If you have it on random, play some songs, which will be randomly selected one by one, and then rewind back to the first, and play though again, it will play the same order through all the songs you have heard.

Once you listen to the last song you previously heard before rewinding, it will select a new song, at random.

It just "remembers" a short list of the last played songs, and if you rewind, it will go through your list again, until it doesn't have a song in the list, then it selects a random one.
 

lanray

macrumors regular
Original poster
Mar 18, 2005
238
3
Slept well, actually

Got enough sleep, really. I just remembered this, though: I was listening to Rush's "Freewill" yesterday when all this came to my head. "If you choose not to decide, you still have made a choice", and, "I will choose a path that's clear, I will choose freewill." Oh, poor Neil Peart, how was he to know that even his choice was predetermined?
 

Deepdale

macrumors 68000
May 4, 2005
1,965
0
New York
lanray said:
If I were to sue over this, it'd probably be worth a MBP and a nice dinner with Steve ... You know, for emotional suffering.

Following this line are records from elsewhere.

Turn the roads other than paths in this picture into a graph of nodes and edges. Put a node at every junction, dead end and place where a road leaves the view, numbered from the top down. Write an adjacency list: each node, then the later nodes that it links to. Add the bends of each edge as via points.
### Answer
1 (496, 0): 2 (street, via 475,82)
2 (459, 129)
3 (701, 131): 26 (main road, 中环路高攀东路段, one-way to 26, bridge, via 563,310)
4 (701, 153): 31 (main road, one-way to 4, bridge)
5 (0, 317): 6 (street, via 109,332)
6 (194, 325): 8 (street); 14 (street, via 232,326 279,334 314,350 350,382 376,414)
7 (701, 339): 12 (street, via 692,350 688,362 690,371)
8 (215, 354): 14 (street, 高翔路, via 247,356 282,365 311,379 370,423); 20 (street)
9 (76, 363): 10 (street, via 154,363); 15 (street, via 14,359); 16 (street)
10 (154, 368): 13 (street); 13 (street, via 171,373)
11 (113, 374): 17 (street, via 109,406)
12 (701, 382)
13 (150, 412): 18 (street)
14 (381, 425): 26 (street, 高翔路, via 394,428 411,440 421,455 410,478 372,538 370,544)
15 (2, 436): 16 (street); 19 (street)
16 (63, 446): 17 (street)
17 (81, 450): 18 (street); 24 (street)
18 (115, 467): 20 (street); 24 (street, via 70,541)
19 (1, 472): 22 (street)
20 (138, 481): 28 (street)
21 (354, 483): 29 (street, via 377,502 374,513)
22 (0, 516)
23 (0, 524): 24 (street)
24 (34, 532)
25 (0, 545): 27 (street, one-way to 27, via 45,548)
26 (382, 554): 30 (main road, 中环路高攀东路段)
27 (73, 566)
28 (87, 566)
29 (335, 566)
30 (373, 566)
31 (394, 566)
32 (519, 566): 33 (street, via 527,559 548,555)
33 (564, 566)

Of course, some compensation is warranted ... your inner turmoil is readily apparent and, besides, this is America - land of the free, home of the litigious.
 

Scarlet Fever

macrumors 68040
Jul 22, 2005
3,262
0
Bookshop!
i can tell you like coffee :D

I quite often use my iPod as a shuffle. I wish it was, sometimes... like the many times i accidentally drop it on concrete from about 3-4 feet... im lucky it hasnt given up the ghost yet
 

Alasta

macrumors regular
Jan 12, 2005
176
0
Wellington, New Zealand
My understanding of how the Shuffle works is that it arranges all of your songs into a random order, and repeatedly plays them in that same order until you either load different songs onto it through iTunes, or tell it to 'reshuffle'. If my memory serves me correctly, you can order a reshuffle by pressing the play/pause button rapidly three times.
 

Must.Get.nano!

macrumors regular
Sep 12, 2005
118
0
lanray said:
I recently parted with my 3G 10Gig iPod and purchased a refurb 512MB Shuffle. It was a great move for me; I listen to the same #$@% songs over and over, and now I can do so with a little machine that sounds and looks great.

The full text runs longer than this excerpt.